Lompat ke konten Lompat ke sidebar Lompat ke footer

Pengertian dan Jenis-Jenis Anak Berkebutuhan Khusus

Berkebutuhan khusus merupakan istilah yang digunakan untuk menyebutkan anak-anak luar biasa atau mengalami kelainan dalam konteks pendidikan.

Ada perbedaan yang signifikan pada penggunaan istilah berkebutuhan khusus dengan luar biasa atau berkelainan. Berkebutuhan khusus lebih memandang pada kebutuhan anak untuk mencapai prestasi dan mengembangkan kemampuannya secara optimal, sedang pada luar biasa atau berkelainan adalah kondisi atau keadaan anak yang memerlukan perlakuan khusus.

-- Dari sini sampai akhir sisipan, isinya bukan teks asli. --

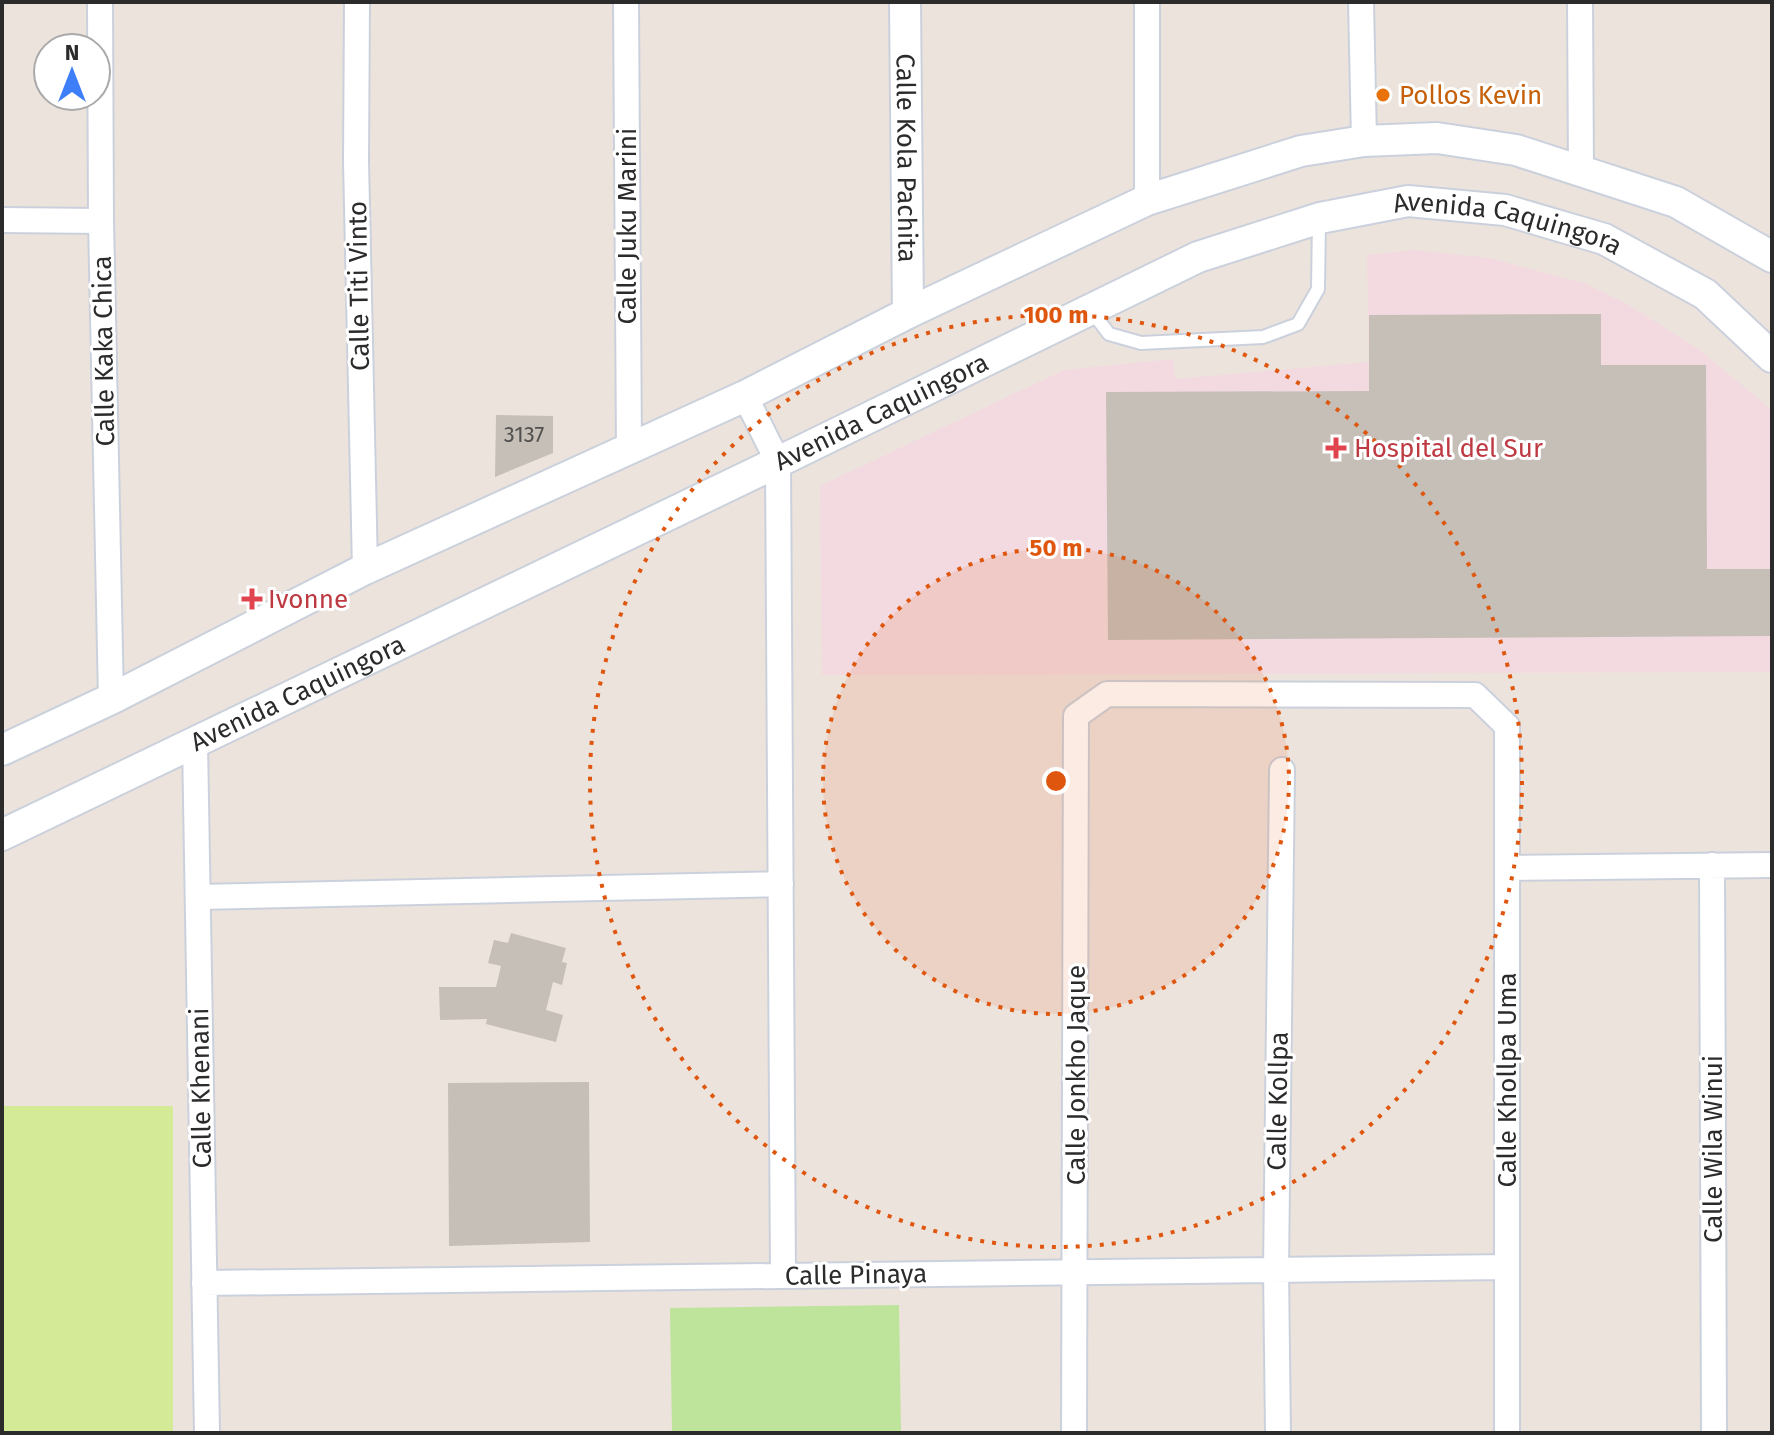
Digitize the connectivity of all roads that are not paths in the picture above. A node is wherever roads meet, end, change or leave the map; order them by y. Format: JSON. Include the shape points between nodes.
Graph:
{"nodes":[{"id":1,"x":100,"y":2,"type":"edge"},
{"id":2,"x":357,"y":2,"type":"edge"},
{"id":3,"x":626,"y":2,"type":"edge"},
{"id":4,"x":905,"y":2,"type":"edge"},
{"id":5,"x":1147,"y":2,"type":"edge"},
{"id":6,"x":1361,"y":2,"type":"edge"},
{"id":7,"x":1580,"y":2,"type":"edge"},
{"id":8,"x":1364,"y":141,"type":"junction"},
{"id":9,"x":1581,"y":170,"type":"junction"},
{"id":10,"x":1147,"y":200,"type":"junction"},
{"id":11,"x":1320,"y":218,"type":"junction"},
{"id":12,"x":2,"y":220,"type":"edge"},
{"id":13,"x":101,"y":221,"type":"junction"},
{"id":14,"x":1772,"y":257,"type":"edge"},
{"id":15,"x":1090,"y":309,"type":"junction"},
{"id":16,"x":908,"y":313,"type":"junction"},
{"id":17,"x":1772,"y":357,"type":"edge"},
{"id":18,"x":745,"y":396,"type":"junction"},
{"id":19,"x":629,"y":451,"type":"junction"},
{"id":20,"x":778,"y":462,"type":"junction"},
{"id":21,"x":365,"y":569,"type":"junction"},
{"id":22,"x":111,"y":699,"type":"junction"},
{"id":23,"x":1507,"y":726,"type":"joint"},
{"id":24,"x":195,"y":743,"type":"junction"},
{"id":25,"x":2,"y":750,"type":"edge"},
{"id":26,"x":1282,"y":770,"type":"dead end"},
{"id":27,"x":2,"y":835,"type":"edge"},
{"id":28,"x":1712,"y":865,"type":"junction"},
{"id":29,"x":1772,"y":865,"type":"edge"},
{"id":30,"x":1507,"y":868,"type":"junction"},
{"id":31,"x":781,"y":884,"type":"junction"},
{"id":32,"x":198,"y":897,"type":"junction"},
{"id":33,"x":1507,"y":1267,"type":"junction"},
{"id":34,"x":1276,"y":1270,"type":"junction"},
{"id":35,"x":1075,"y":1272,"type":"junction"},
{"id":36,"x":783,"y":1276,"type":"junction"},
{"id":37,"x":204,"y":1283,"type":"junction"},
{"id":38,"x":207,"y":1433,"type":"edge"},
{"id":39,"x":1074,"y":1433,"type":"edge"},
{"id":40,"x":1278,"y":1433,"type":"edge"},
{"id":41,"x":1507,"y":1433,"type":"edge"},
{"id":42,"x":1714,"y":1433,"type":"edge"}],
"edges":[{"from":1,"to":13,"type":"street","name":"Calle Kaka Chica"},
{"from":2,"to":21,"type":"street","name":"Calle Titi Vinto"},
{"from":3,"to":19,"type":"street","name":"Calle Juku Marini"},
{"from":4,"to":16,"type":"street","name":"Calle Kola Pachita"},
{"from":5,"to":10,"type":"street"},
{"from":6,"to":8,"type":"street"},
{"from":7,"to":9,"type":"street"},
{"from":8,"to":9,"type":"street","via":[[1437,138],[1516,150]]},
{"from":8,"to":10,"type":"street","via":[[1301,151]]},
{"from":9,"to":14,"type":"street","via":[[1676,202]]},
{"from":10,"to":16,"type":"street"},
{"from":11,"to":15,"type":"street","name":"Avenida Caquingora","via":[[1198,257]]},
{"from":11,"to":15,"type":"lane","via":[[1318,289],[1298,324],[1263,337],[1141,343],[1109,334]]},
{"from":11,"to":17,"type":"street","name":"Avenida Caquingora","via":[[1408,201],[1505,210],[1604,239],[1705,294]]},
{"from":12,"to":13,"type":"street"},
{"from":13,"to":22,"type":"street","name":"Calle Kaka Chica"},
{"from":15,"to":20,"type":"street","name":"Avenida Caquingora"},
{"from":16,"to":18,"type":"street"},
{"from":18,"to":19,"type":"street"},
{"from":18,"to":20,"type":"street"},
{"from":19,"to":21,"type":"street"},
{"from":20,"to":24,"type":"street","name":"Avenida Caquingora"},
{"from":20,"to":31,"type":"street"},
{"from":21,"to":22,"type":"street"},
{"from":22,"to":25,"type":"street"},
{"from":23,"to":30,"type":"street","name":"Calle Khollpa Uma"},
{"from":23,"to":35,"type":"street","name":"Calle Jonkho Jaque","via":[[1475,695],[1107,694],[1076,716]]},
{"from":24,"to":27,"type":"street","name":"Avenida Caquingora"},
{"from":24,"to":32,"type":"street","name":"Calle Khenani"},
{"from":26,"to":34,"type":"street","name":"Calle Kollpa"},
{"from":28,"to":29,"type":"street"},
{"from":28,"to":30,"type":"street"},
{"from":28,"to":42,"type":"street","name":"Calle Wila Winui"},
{"from":30,"to":33,"type":"street","name":"Calle Khollpa Uma"},
{"from":31,"to":32,"type":"street"},
{"from":31,"to":36,"type":"street"},
{"from":32,"to":37,"type":"street","name":"Calle Khenani"},
{"from":33,"to":34,"type":"street","name":"Calle Pinaya"},
{"from":33,"to":41,"type":"street","name":"Calle Khollpa Uma"},
{"from":34,"to":35,"type":"street","name":"Calle Pinaya"},
{"from":34,"to":40,"type":"street","name":"Calle Kollpa"},
{"from":35,"to":36,"type":"street","name":"Calle Pinaya"},
{"from":35,"to":39,"type":"street","name":"Calle Jonkho Jaque"},
{"from":36,"to":37,"type":"street","name":"Calle Pinaya"},
{"from":37,"to":38,"type":"street","name":"Calle Khenani"}]}
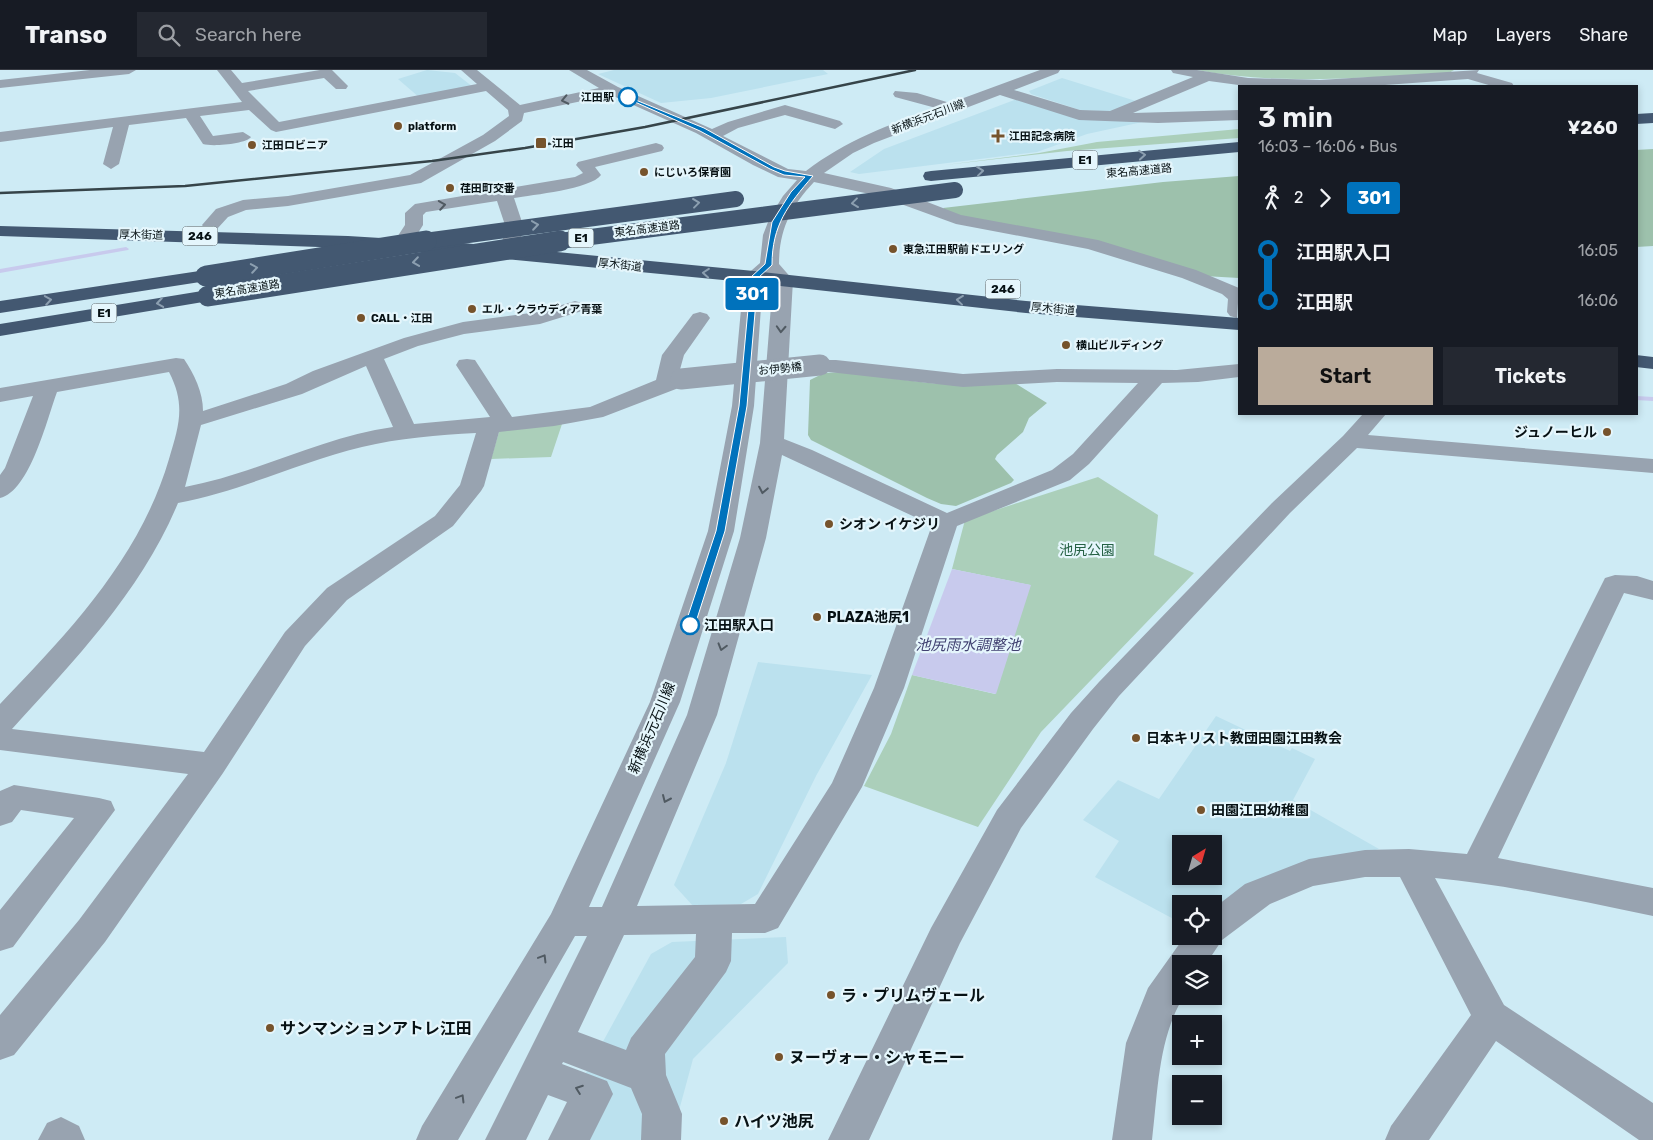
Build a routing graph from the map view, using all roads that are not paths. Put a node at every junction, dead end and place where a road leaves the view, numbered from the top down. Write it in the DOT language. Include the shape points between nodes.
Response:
graph roads {
  1 [pos="7,70"];
  2 [pos="129,70"];
  3 [pos="224,70"];
  4 [pos="468,70"];
  5 [pos="1053,70"];
  6 [pos="1178,70"];
  7 [pos="1469,72"];
  8 [pos="572,76"];
  9 [pos="1206,77"];
  10 [pos="21,82"];
  11 [pos="0,84"];
  12 [pos="1277,85"];
  13 [pos="1304,85"];
  14 [pos="1504,85"];
  15 [pos="341,86"];
  16 [pos="488,86"];
  17 [pos="239,88"];
  18 [pos="612,90"];
  19 [pos="1000,90"];
  20 [pos="521,92"];
  21 [pos="900,94"];
  22 [pos="501,96"];
  23 [pos="252,105"];
  24 [pos="950,108"];
  25 [pos="516,110"];
  26 [pos="190,113"];
  27 [pos="1238,115"];
  28 [pos="1112,116"];
  29 [pos="1653,118"];
  30 [pos="1638,119"];
  31 [pos="122,121"];
  32 [pos="835,124"];
  33 [pos="1653,133"];
  34 [pos="1638,134"];
  35 [pos="712,135"];
  36 [pos="0,137"];
  37 [pos="243,137"];
  38 [pos="1238,147"];
  39 [pos="656,148"];
  40 [pos="1238,163"];
  41 [pos="110,164"];
  42 [pos="810,176"];
  43 [pos="776,194"];
  44 [pos="504,195"];
  45 [pos="756,196"];
  46 [pos="0,218"];
  47 [pos="211,225"];
  48 [pos="0,231"];
  49 [pos="405,240"];
  50 [pos="506,247"];
  51 [pos="769,274"];
  52 [pos="0,307"];
  53 [pos="575,307"];
  54 [pos="1238,316"];
  55 [pos="700,318"];
  56 [pos="0,330"];
  57 [pos="1638,348"];
  58 [pos="1653,350"];
  59 [pos="372,356"];
  60 [pos="1638,361"];
  61 [pos="1653,363"];
  62 [pos="467,365"];
  63 [pos="1238,370"];
  64 [pos="1156,377"];
  65 [pos="673,381"];
  66 [pos="48,386"];
  67 [pos="0,395"];
  68 [pos="1374,415"];
  69 [pos="190,421"];
  70 [pos="498,424"];
  71 [pos="406,431"];
  72 [pos="1351,441"];
  73 [pos="772,443"];
  74 [pos="1653,466"];
  75 [pos="0,491"];
  76 [pos="169,497"];
  77 [pos="946,522"];
  78 [pos="1653,591"];
  79 [pos="0,723"];
  80 [pos="0,739"];
  81 [pos="212,765"];
  82 [pos="0,813"];
  83 [pos="1409,862"];
  84 [pos="1477,867"];
  85 [pos="1653,902"];
  86 [pos="714,919"];
  87 [pos="1222,919"];
  88 [pos="613,921"];
  89 [pos="565,922"];
  90 [pos="0,936"];
  91 [pos="1199,945"];
  92 [pos="1191,955"];
  93 [pos="1172,982"];
  94 [pos="1491,1017"];
  95 [pos="0,1043"];
  96 [pos="546,1057"];
  97 [pos="646,1075"];
  98 [pos="1653,1126"];
  99 [pos="58,1140"];
  100 [pos="66,1140"];
  101 [pos="436,1140"];
  102 [pos="505,1140"];
  103 [pos="568,1140"];
  104 [pos="661,1140"];
  105 [pos="848,1140"];
  106 [pos="1132,1140"];
  107 [pos="1405,1140"];
  1 -- 10 [label="street"];
  2 -- 10 [label="street"];
  3 -- 17 [label="street"];
  4 -- 16 [label="street"];
  5 -- 19 [label="street, 新横浜元石川線"];
  6 -- 9 [label="street"];
  7 -- 13 [label="street" via="1464,76"];
  7 -- 14 [label="street"];
  8 -- 18 [label="street" via="590,78"];
  9 -- 12 [label="street"];
  9 -- 28 [label="street"];
  10 -- 11 [label="street"];
  15 -- 17 [label="street" via="327,73"];
  16 -- 22 [label="street"];
  16 -- 23 [label="street" via="276,127"];
  17 -- 23 [label="street"];
  18 -- 25 [label="street, one-way"];
  18 -- 35 [label="street"];
  19 -- 24 [label="street, 新横浜元石川線"];
  19 -- 28 [label="street" via="1079,115"];
  20 -- 22 [label="street"];
  21 -- 24 [label="street"];
  22 -- 25 [label="street"];
  23 -- 26 [label="street"];
  24 -- 42 [label="street, 新横浜元石川線" via="879,136"];
  25 -- 47 [label="street" via="516,118 506,126 415,179 243,205 222,213"];
  26 -- 31 [label="street"];
  26 -- 37 [label="street" via="209,141"];
  27 -- 28 [label="street"];
  29 -- 30 [label="highway"];
  31 -- 36 [label="street"];
  31 -- 41 [label="street"];
  32 -- 35 [label="street" via="785,110 732,125"];
  33 -- 34 [label="highway"];
  35 -- 42 [label="street" via="778,171"];
  43 -- 38 [label="highway, 東名高速道路 / E1, one-way"];
  39 -- 44 [label="street" via="584,165 593,175 579,181"];
  40 -- 56 [label="highway, 東名高速道路 / E1, one-way, bridge" via="955,190 578,238"];
  42 -- 51 [label="street, 新横浜元石川線" via="793,193 775,222"];
  42 -- 54 [label="street" via="886,192 956,219 1091,244 1190,274 1238,297"];
  49 -- 44 [label="street, one-way" via="414,224 414,213 421,208"];
  44 -- 50 [label="street" via="513,222"];
  52 -- 45 [label="highway, 東名高速道路 / E1, one-way, bridge" via="358,250"];
  46 -- 47 [label="highway, 厚木街道 / 246"];
  47 -- 49 [label="highway, 厚木街道 / 246"];
  48 -- 49 [label="highway, 厚木街道 / 246"];
  49 -- 50 [label="highway, 厚木街道 / 246"];
  50 -- 51 [label="highway, 厚木街道 / 246"];
  51 -- 54 [label="highway, 厚木街道 / 246" via="1026,307"];
  51 -- 73 [label="street, one-way" via="776,406"];
  51 -- 89 [label="street, 新横浜元石川線" via="721,531 666,702"];
  53 -- 59 [label="street" via="540,318 451,330"];
  55 -- 65 [label="street" via="672,355 666,374"];
  57 -- 58 [label="highway"];
  59 -- 69 [label="street" via="294,389"];
  59 -- 71 [label="street"];
  60 -- 61 [label="highway"];
  62 -- 70 [label="street"];
  63 -- 64 [label="street, お伊勢橋"];
  64 -- 65 [label="street, お伊勢橋, bridge" via="1044,374 949,380 820,365"];
  64 -- 77 [label="street" via="1081,460 1061,475"];
  65 -- 70 [label="street" via="631,401 584,415"];
  66 -- 67 [label="street"];
  66 -- 69 [label="street" via="176,364 191,396"];
  66 -- 75 [label="street" via="17,469"];
  68 -- 72 [label="street"];
  69 -- 76 [label="street" via="181,465"];
  70 -- 71 [label="street"];
  70 -- 81 [label="street" via="472,486 444,521 337,594 294,639"];
  71 -- 76 [label="street" via="348,444 198,493"];
  72 -- 74 [label="street"];
  72 -- 105 [label="street" via="1281,508 1109,689 1009,819 944,938"];
  73 -- 77 [label="street"];
  73 -- 88 [label="street, one-way" via="753,538 702,716"];
  76 -- 79 [label="street" via="139,556 87,627"];
  77 -- 86 [label="street" via="889,688 846,787 765,918"];
  78 -- 84 [label="street" via="1637,585 1615,584"];
  80 -- 81 [label="street"];
  81 -- 95 [label="street" via="92,931"];
  82 -- 90 [label="street" via="14,797 99,810"];
  83 -- 84 [label="street"];
  83 -- 87 [label="street" via="1337,867 1297,876 1262,890"];
  83 -- 94 [label="street"];
  84 -- 85 [label="street"];
  86 -- 88 [label="street"];
  86 -- 97 [label="street" via="714,960 645,1050"];
  88 -- 89 [label="street"];
  88 -- 96 [label="street"];
  101 -- 89 [label="street, 新横浜元石川線, one-way"];
  91 -- 92 [label="street"];
  93 -- 106 [label="street" via="1160,1000 1145,1043"];
  94 -- 98 [label="street"];
  94 -- 107 [label="street"];
  96 -- 97 [label="street"];
  96 -- 102 [label="street"];
  103 -- 96 [label="street, one-way" via="593,1094"];
  97 -- 104 [label="street" via="662,1114"];
  99 -- 100 [label="street" via="61,1137"];
}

Memahami anak berkebutuhan khusus berarti melihat perbedaan individu, baik perbedaan antar individu (inter individual) yaitu membandingkan individu dengan individu lain baik perbedaan fisik, emosi maupun intelektual, dan perbedaan antar potensi yang ada pada individu itu sendiri (intra individual).

Ada beberapa istilah yang sering digunakan untuk memahami anak berkebutuhan khusus yaitu impairment yang berarti cacat, disability dimana seseorang mengalami hambatan karena berkurangnya fungsi suatu organ yang dimungkinkan karena kondisi cacat, dan handicaped, merupakan keadaan seseorang, yang mengalami hambatan dalam komunikasi dan sosialisasi dengan lingkungan. Kondisi handicaped inilah yang merupakan berkebutuhan khusus, karena untuk dapat bersosialisasi dengan lingkungan termasuk pendidikan dan pengajaran memerlukan perlakuan khusus.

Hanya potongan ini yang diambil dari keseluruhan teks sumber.